For each record below, output its text exactly and skip any picture.

Top of DATA EXTRACTS

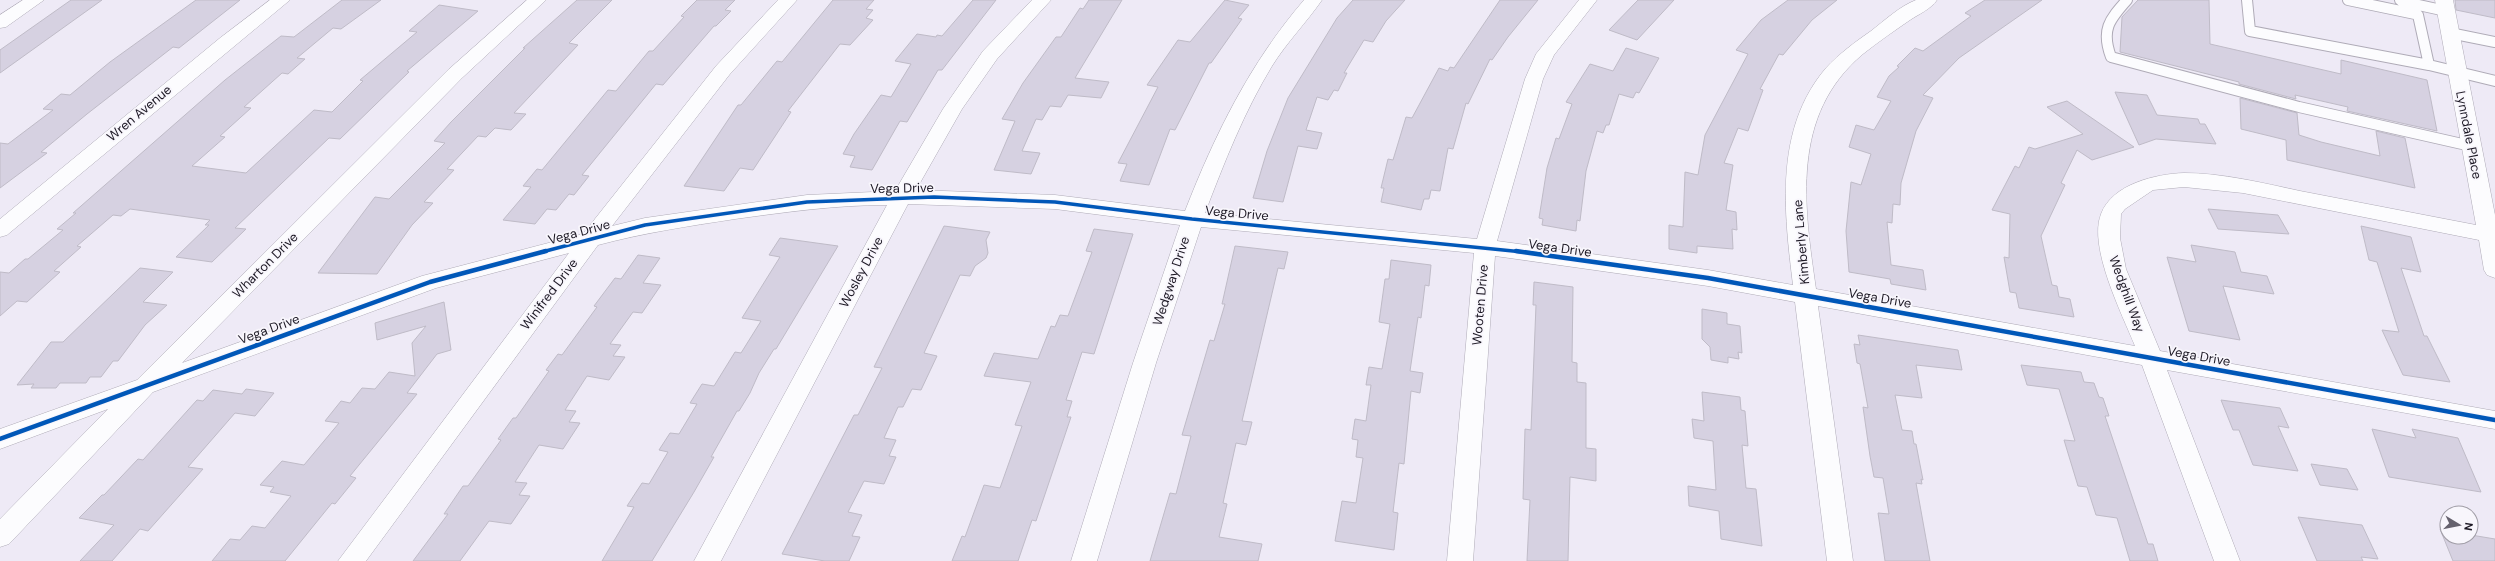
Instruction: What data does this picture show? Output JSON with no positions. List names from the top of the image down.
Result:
{
  "streets": {
    "street": [
      "Wren Avenue",
      "Lynndale Place",
      "Vega Drive",
      "Kimberly Lane",
      "Wharton Drive",
      "Wosley Drive",
      "Wedgway Drive",
      "Winifred Drive",
      "Wedghill Way",
      "Wooten Drive"
    ]
  },
  "crossings": [
    ["Lynndale Place", "Wedghill Way"],
    ["Vega Drive", "Kimberly Lane"],
    ["Vega Drive", "Wharton Drive"],
    ["Vega Drive", "Wosley Drive"],
    ["Vega Drive", "Wedgway Drive"],
    ["Vega Drive", "Winifred Drive"],
    ["Vega Drive", "Wedghill Way"],
    ["Vega Drive", "Wooten Drive"]
  ],
  "north": "right"
}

Bottom of DATA EXTRACTS

▶ [SOLUTION]:
Instruction: What data does this picture show? Output JSON with no positions. List names from the top of the image down.
Result:
{
  "streets": {
    "street": [
      "Wren Avenue",
      "Lynndale Place",
      "Vega Drive",
      "Kimberly Lane",
      "Wharton Drive",
      "Wosley Drive",
      "Wedgway Drive",
      "Winifred Drive",
      "Wedghill Way",
      "Wooten Drive"
    ]
  },
  "crossings": [
    ["Lynndale Place", "Wedghill Way"],
    ["Vega Drive", "Kimberly Lane"],
    ["Vega Drive", "Wharton Drive"],
    ["Vega Drive", "Wosley Drive"],
    ["Vega Drive", "Wedgway Drive"],
    ["Vega Drive", "Winifred Drive"],
    ["Vega Drive", "Wedghill Way"],
    ["Vega Drive", "Wooten Drive"]
  ],
  "north": "right"
}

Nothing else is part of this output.